Background

Colorectal cancer is a leading cause of cancer death in westernized societies, and for a long time, screening programs have been shown to reduce mortality from this disease [1]. Current strategies for reducing the toll from colorectal cancer focus on early detection and removal of potential precancerous lesions. Therefore, colonoscopy is currently regarded as the gold standard for the detection of polyps and cancers located in the colorectum and is the preferred method of screening for colorectal cancer in Europe and the USA. However, evidence shows that polyps and other lesions can be missed during colonoscopy due to several reasons. Nowadays, an adenoma detection rate of at least 20 % is required to reduce so-called post-colonoscopy cancers [2, 3]. Colonoscopy also allows removal of adenomatous polyps, the precursor of invasive carcinoma. In a recent study, it was shown that after a median of 7.7 years of follow-up, the mortality rate for colorectal cancer was lower among patients who had had low-risk adenomas removed but on the other hand moderately higher among those who had had high-risk adenomas (adenomas with high-grade dysplasia, a villous component, or a size ≥10 mm) removed, as compared to the general population [4]. This illustrates the need for a complete and save endoscopic resection, especially for large high-risk colorectal adenomas.

In general, the complication rate of endoscopic polypectomy is rather low but increases with the size of the polyp and in right-sided polyps [57]. Furthermore, recent studies show that with the increasing size of colorectal adenomas, there is a non-negligible, endoscopist-dependent number of residual neoplasia after endoscopic resection particularly of sessile adenomas [8].

Up to now, piecemeal endoscopic mucosal resection (EMR) is the widely used resection technique of large sessile adenomas (so-called lateral spreading adenomas) [7, 9] but shows a higher rate of recurrent adenomas compared to en bloc resection techniques such as colorectal endoscopic submucosal dissection (ESD). Recent studies have shown that local recurrence after EMR of non-pedunculated colorectal lesions occurs in 3 % of en bloc resections and in 20 % up to 55 % of piecemeal resections [1014]. However, in daily clinical practice, recurrence is not a significant clinical problem following piecemeal EMR, as with strict colonoscopic surveillance, it can be managed endoscopically with high success rates [9, 15].

Most of the described studies concerning the complication and recurrence rate after the resection of large colorectal adenomas are dealing with adenomas ≥2 cm in size, and so far, only a few studies are available with even larger adenomas. Therefore, the purpose of the present study is to evaluate the complication and recurrence rate after endoscopic resection of high-risk colorectal adenomas of ≥3 cm in size and to define risk factors for complications as well as for residual and/or recurrent neoplasia.

Material and methods

Between January 2006 and March 2014, 4557 colorectal polypectomies in 3527 consecutive patients were performed in the Asklepios Hospital Barmbek, a tertiary endoscopic referral center. According to the underlying digital endoscopic database, 360 of these polyps in 341 patients were ≥3 cm in size and therefore fulfilled the inclusion criteria of this study. The following data were retrospectively recorded for each patient in whom an endoscopic resection of a polyp of ≥3 cm in size was performed: age, gender, polyp data (location, pedunculated or sessile, size of the polyp), polypectomy technique (en bloc EMR, piecemeal EMR, ESD), and histopathology data (type of polyp, grade of intraepithelial neoplasia, growth pattern, carcinoma, or other histology).
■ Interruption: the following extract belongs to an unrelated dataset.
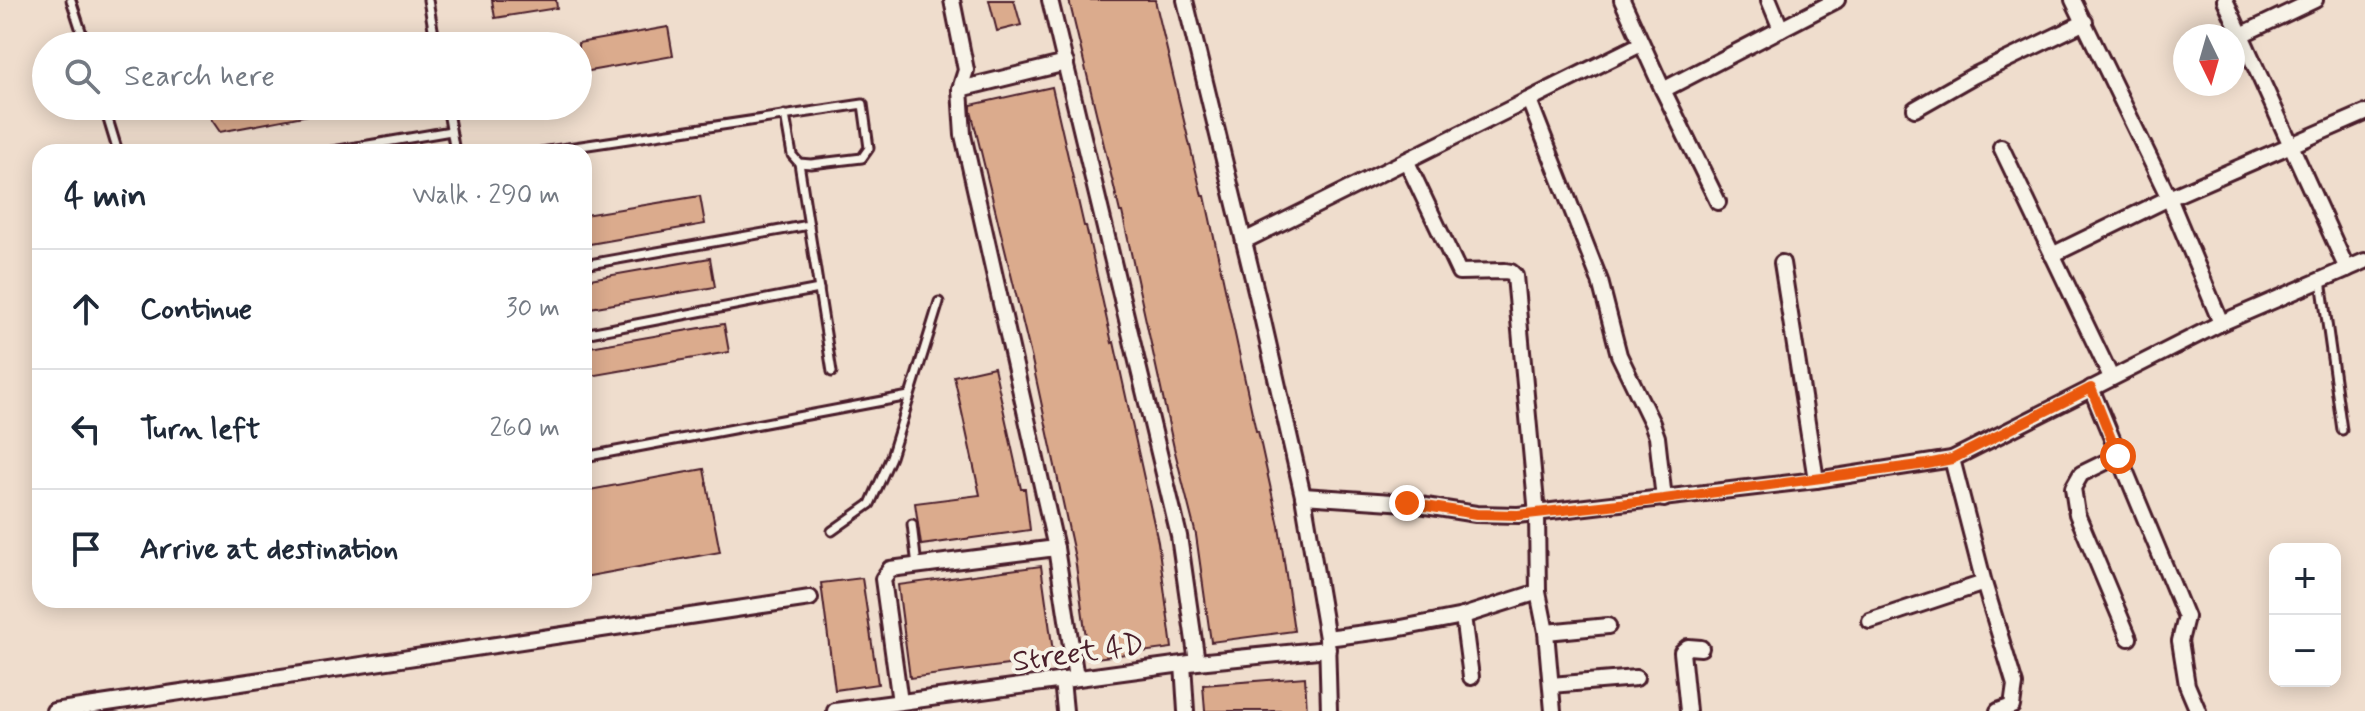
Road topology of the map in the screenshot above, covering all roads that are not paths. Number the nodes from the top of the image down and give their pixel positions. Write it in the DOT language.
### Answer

All participating endoscopists were experts who had previously performed more than 1000 polypectomies (W.C.; R.B.; U.W.; S.F.) or were senior endoscopy fellows who performed polypectomies under direct supervision of one of the experts. Polypectomies were carried out either on an inpatient or an outpatient basis, depending on the presumed risk factors in individual cases. From all of the patients, written informed consent was obtained. Before colonoscopy, split-dose bowel preparation was used. Colonoscopy and the endoscopic resection of the large polyps were performed under conscious sedation using propofol. Only endoscopes with high-definition television (HDTV) and narrow band imaging (NBI) function (Olympus 180 and 190 series; Olympus; Tokyo) for a better delineation of the neoplastic lesion were used.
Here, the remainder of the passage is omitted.